The tests contain two formats:1) Test Cup, 2) Test Dipcard, The test configuration comes with single drug screening test or any combinations of multiple drug screening tests. The test is intended for in vitro diagnostics use. They are intended for prescription use in clinical laboratories only and not for point-of-care use.

This assay provides only a preliminary analytical test result. Gas Chromatography/Mass spectrometry (GC/MS) is the preferred confirmatory method. Clinical consideration and professional judgment should be applied to any drug of abuse test result, particularly when preliminary positive results are indicated.

One Step Single/Multi-drug Test Cup and One Step Single/Multi-drug Test Dipcard are competitive binding, lateral flow immunochromatographic assays for qualitatively the detection of Barbiturates, Benzodiazepines, Methylenedioxymethamine, Methadone, Oxycodone, Phencyclidine and their metabolites at or above the cut-off levels as indicated. The tests can be performed without the use of an instrument.

The provided document describes the Co-Innovation Biotech Co.,Ltd. One Step Single/Multi-drug Test Cup and One Step Single/Multi-drug Test Dipcard for qualitative detection of drugs of abuse in human urine. Here's a breakdown of the acceptance criteria and study information:

1. Table of Acceptance Criteria and Reported Device Performance

The acceptance criteria for qualitative immunoassay tests like these are typically assessed by comparing the device's results (positive/negative) against a gold standard (GC/MS) especially around the cutoff concentration. While explicit numerical acceptance criteria (e.g., % agreement, sensitivity, specificity targets) are not explicitly stated as 'acceptance criteria' in the document, the performance data implicitly serves as the demonstration that the device performs acceptably. The study evaluates the device's ability to correctly identify drug-free, less than half cutoff, near cutoff negative, near cutoff positive, and high positive samples.

The tables below synthesize the reported device performance for both the Test Cup and Test Dipcard formats for single and multi-drug tests, against the GC/MS analysis. The "Total" column in the original tables sums up the sample distribution across concentration categories, not the total number of samples processed for each drug test condition. The key performance indicator here is the consistency of results, particularly for samples around the cutoff concentration.

Device Performance for One Step Single/Multi-drug Test Cup & Dipcard (Single Drug Test Example - All Drugs follow similar pattern)

| Drug Test | Co-Innovation Result | GC/MS Analysis (Drug-free) | GC/MS Analysis (1.5x Cutoff) | Total Samples |
|---|---|---|---|---|---|---|---|
| BAR | + | 0 | 0 | 0 | 6 | 34 | 80 |
| | - | 33 | 0 | 7 | 0 | 0 | 80 |
| BZO | + | 0 | 0 | 1 | 7 | 33 | 80 |
| | - | 31 | 0 | 8 | 0 | 0 | 80 |
| MDMA | + | 0 | 0 | 0 | 5 | 34 | 80 |
| | - | 32 | 3 | 5 | 1 | 0 | 80 |
| MTD | + | 0 | 0 | 1 | 5 | 35 | 80 |
| | - | 32 | 2 | 5 | 0 | 0 | 80 |
| OXY | + | 0 | 0 | 0 | 6 | 34 | 80 |
| | - | 35 | 0 | 5 | 0 | 0 | 80 |
| PCP | + | 0 | 0 | 1 | 5 | 35 | 80 |
| | - | 35 | 0 | 4 | 0 | 0 | 80 |

Analysis of Discordant Results (Example for Test Cup and Dipcard, Single and Multi-drug)
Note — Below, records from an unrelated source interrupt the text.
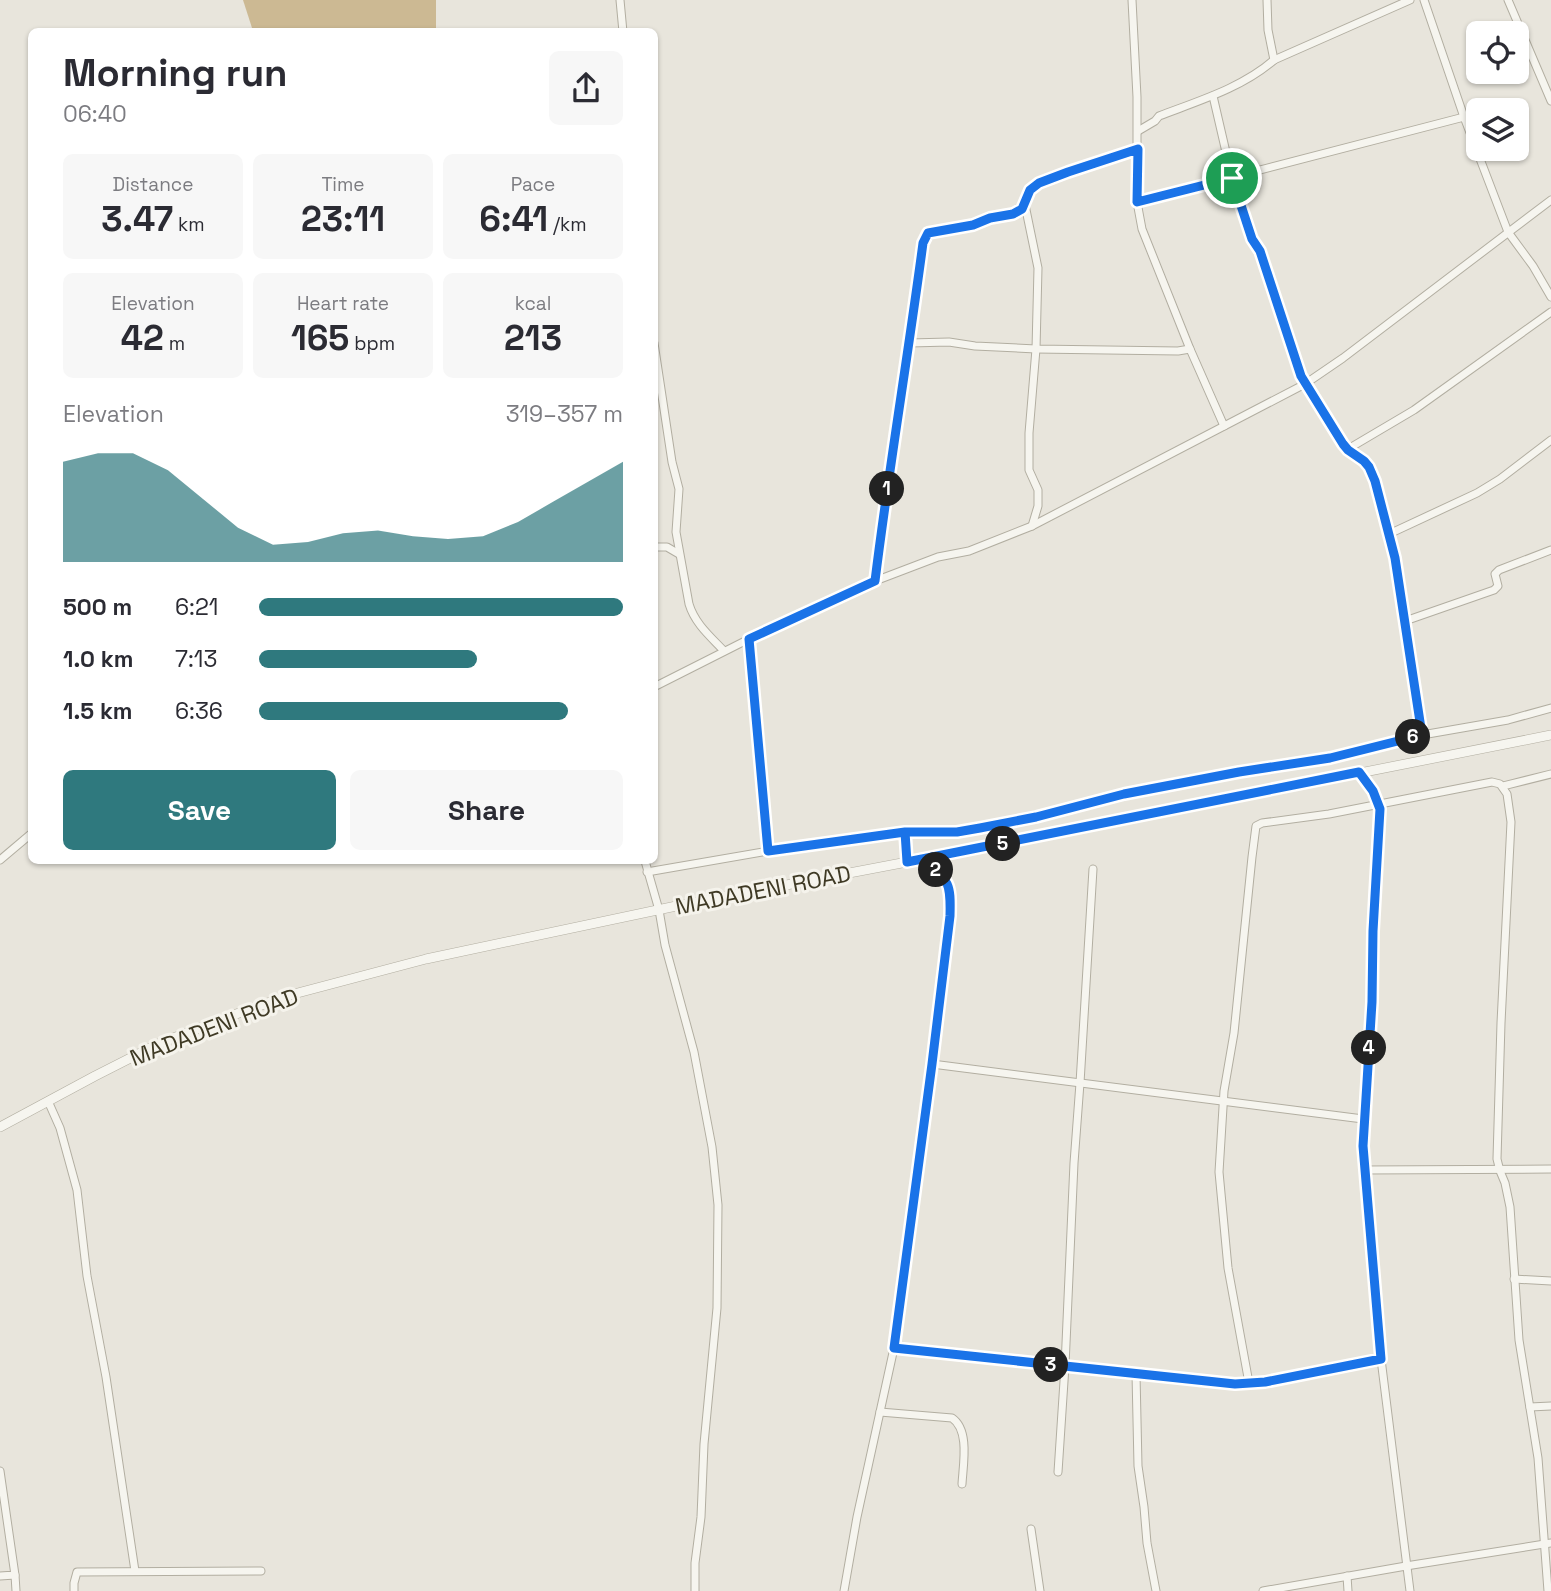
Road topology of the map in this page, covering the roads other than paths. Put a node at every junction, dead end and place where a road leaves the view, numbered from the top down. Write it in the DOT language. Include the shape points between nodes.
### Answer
graph roads {
  1 [pos="620,0"];
  2 [pos="1132,0"];
  3 [pos="1267,0"];
  4 [pos="1410,0"];
  5 [pos="1424,0"];
  6 [pos="1507,0"];
  7 [pos="623,28"];
  8 [pos="1274,60"];
  9 [pos="1213,96"];
  10 [pos="1551,101"];
  11 [pos="1464,117"];
  12 [pos="1138,131"];
  13 [pos="1138,149"];
  14 [pos="1232,178"];
  15 [pos="1551,200"];
  16 [pos="1137,202"];
  17 [pos="1025,205"];
  18 [pos="1508,232"];
  19 [pos="1551,297"];
  20 [pos="1551,312"];
  21 [pos="910,343"];
  22 [pos="1036,349"];
  23 [pos="1190,349"];
  24 [pos="658,369"];
  25 [pos="1305,384"];
  26 [pos="1224,426"];
  27 [pos="1551,440"];
  28 [pos="1348,450"];
  29 [pos="1032,526"];
  30 [pos="1389,534"];
  31 [pos="658,547"];
  32 [pos="1551,550"];
  33 [pos="679,554"];
  34 [pos="875,581"];
  35 [pos="1405,621"];
  36 [pos="749,639"];
  37 [pos="724,651"];
  38 [pos="658,685"];
  39 [pos="1551,708"];
  40 [pos="1422,735"];
  41 [pos="1551,735"];
  42 [pos="1359,772"];
  43 [pos="1551,774"];
  44 [pos="1503,786"];
  45 [pos="1379,804"];
  46 [pos="905,832"];
  47 [pos="28,836"];
  48 [pos="768,851"];
  49 [pos="922,859"];
  50 [pos="0,860"];
  51 [pos="907,862"];
  52 [pos="646,864"];
  53 [pos="1093,869"];
  54 [pos="647,872"];
  55 [pos="659,910"];
  56 [pos="932,1064"];
  57 [pos="1080,1083"];
  58 [pos="48,1101"];
  59 [pos="1224,1102"];
  60 [pos="1363,1119"];
  61 [pos="0,1127"];
  62 [pos="1551,1169"];
  63 [pos="1364,1170"];
  64 [pos="1500,1171"];
  65 [pos="1514,1279"];
  66 [pos="1551,1280"];
  67 [pos="894,1348"];
  68 [pos="1381,1359"];
  69 [pos="1065,1366"];
  70 [pos="1136,1374"];
  71 [pos="1249,1383"];
  72 [pos="1551,1406"];
  73 [pos="1530,1407"];
  74 [pos="880,1412"];
  75 [pos="0,1471"];
  76 [pos="1058,1472"];
  77 [pos="962,1485"];
  78 [pos="1031,1529"];
  79 [pos="1547,1544"];
  80 [pos="1406,1566"];
  81 [pos="261,1571"];
  82 [pos="135,1572"];
  83 [pos="15,1575"];
  84 [pos="0,1576"];
  85 [pos="1347,1576"];
  86 [pos="16,1591"];
  87 [pos="74,1591"];
  88 [pos="695,1591"];
  89 [pos="844,1591"];
  90 [pos="1040,1591"];
  91 [pos="1156,1591"];
  92 [pos="1263,1591"];
  93 [pos="1348,1591"];
  94 [pos="1410,1591"];
  95 [pos="1548,1591"];
  1 -- 7 [label="street"];
  2 -- 12 [label="street"];
  3 -- 8 [label="street"];
  4 -- 8 [label="street"];
  5 -- 11 [label="street"];
  6 -- 10 [label="street"];
  8 -- 9 [label="street" via="1259,73"];
  9 -- 12 [label="street" via="1159,116"];
  9 -- 14 [label="street"];
  11 -- 14 [label="street"];
  11 -- 18 [label="street"];
  12 -- 13 [label="street"];
  13 -- 16 [label="street"];
  13 -- 17 [label="street" via="1039,183 1030,190"];
  14 -- 16 [label="street"];
  14 -- 25 [label="street"];
  15 -- 18 [label="street"];
  16 -- 23 [label="street" via="1142,229"];
  17 -- 21 [label="street" via="1013,214 928,233"];
  17 -- 22 [label="street" via="1038,268"];
  18 -- 19 [label="street"];
  18 -- 25 [label="street"];
  20 -- 28 [label="street" via="1414,410"];
  21 -- 22 [label="street"];
  21 -- 34 [label="street"];
  22 -- 23 [label="street"];
  22 -- 29 [label="street" via="1029,470 1038,490 1038,506"];
  23 -- 26 [label="street"];
  24 -- 33 [label="street" via="679,489"];
  25 -- 26 [label="street"];
  25 -- 28 [label="street"];
  26 -- 29 [label="street"];
  27 -- 30 [label="street" via="1477,493"];
  28 -- 30 [label="street" via="1369,467"];
  29 -- 34 [label="street"];
  30 -- 35 [label="street"];
  31 -- 33 [label="street"];
  32 -- 35 [label="street" via="1499,570 1494,590"];
  33 -- 37 [label="street" via="692,614"];
  34 -- 36 [label="street"];
  35 -- 40 [label="street"];
  36 -- 37 [label="street"];
  36 -- 48 [label="street"];
  37 -- 38 [label="street"];
  39 -- 40 [label="street"];
  40 -- 46 [label="street" via="1317,760 1124,794 980,828"];
  41 -- 42 [label="street, MADADENI ROAD"];
  42 -- 45 [label="street"];
  42 -- 49 [label="street, MADADENI ROAD"];
  43 -- 44 [label="street"];
  44 -- 45 [label="street" via="1492,782"];
  44 -- 64 [label="street" via="1511,822 1501,1023"];
  45 -- 59 [label="street" via="1256,826"];
  45 -- 60 [label="street"];
  46 -- 48 [label="street"];
  46 -- 51 [label="street"];
  47 -- 50 [label="street"];
  48 -- 54 [label="street"];
  49 -- 51 [label="street, MADADENI ROAD"];
  49 -- 56 [label="street" via="947,880 951,892"];
  51 -- 55 [label="street, MADADENI ROAD"];
  52 -- 54 [label="street"];
  53 -- 57 [label="street"];
  54 -- 55 [label="street"];
  55 -- 58 [label="street, MADADENI ROAD" via="426,959 290,995 158,1044"];
  55 -- 88 [label="street" via="694,1052 718,1205 717,1308"];
  56 -- 57 [label="street"];
  56 -- 67 [label="street"];
  57 -- 59 [label="street"];
  57 -- 69 [label="street"];
  58 -- 61 [label="street, MADADENI ROAD"];
  58 -- 82 [label="street" via="77,1190"];
  59 -- 60 [label="street"];
  59 -- 71 [label="street" via="1221,1196 1228,1268"];
  60 -- 63 [label="street"];
  62 -- 64 [label="street"];
  63 -- 64 [label="street"];
  63 -- 68 [label="street"];
  64 -- 65 [label="street" via="1510,1207"];
  65 -- 66 [label="street"];
  65 -- 73 [label="street"];
  67 -- 69 [label="street"];
  67 -- 74 [label="street"];
  68 -- 71 [label="street"];
  68 -- 80 [label="street"];
  69 -- 70 [label="street"];
  69 -- 76 [label="street"];
  70 -- 71 [label="street"];
  70 -- 91 [label="street" via="1138,1466"];
  72 -- 73 [label="street"];
  73 -- 79 [label="street"];
  74 -- 77 [label="street" via="957,1421 964,1434"];
  74 -- 89 [label="street"];
  75 -- 83 [label="street"];
  78 -- 90 [label="street"];
  79 -- 80 [label="street"];
  79 -- 95 [label="street"];
  80 -- 85 [label="street"];
  80 -- 94 [label="street"];
  81 -- 82 [label="street"];
  82 -- 87 [label="street" via="78,1572"];
  83 -- 84 [label="street"];
  83 -- 86 [label="street"];
  85 -- 92 [label="street"];
  85 -- 93 [label="street"];
}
2. Sample Size Used for the Test Set and Data Provenance

• Sample Size: 80 clinical urine specimens were used for each drug tested, for each device format (Single Drug Test Cup, Single Drug Test Dipcard, Multi-drug Test Cup, Multi-drug Test Dipcard). Therefore, for each drug, a total of 320 samples were analyzed (80 * 4). The samples were categorized into five groups based on concentration relative to the cutoff (drug-free, less than half the cutoff negative, near cutoff negative, near cutoff positive, and high positive).
• Data Provenance: The data is from "clinical urine specimens," implying human origin. However, the country of origin is not specified, and it is a retrospective analysis as the specimens were analyzed by GC/MS for comparison with the device.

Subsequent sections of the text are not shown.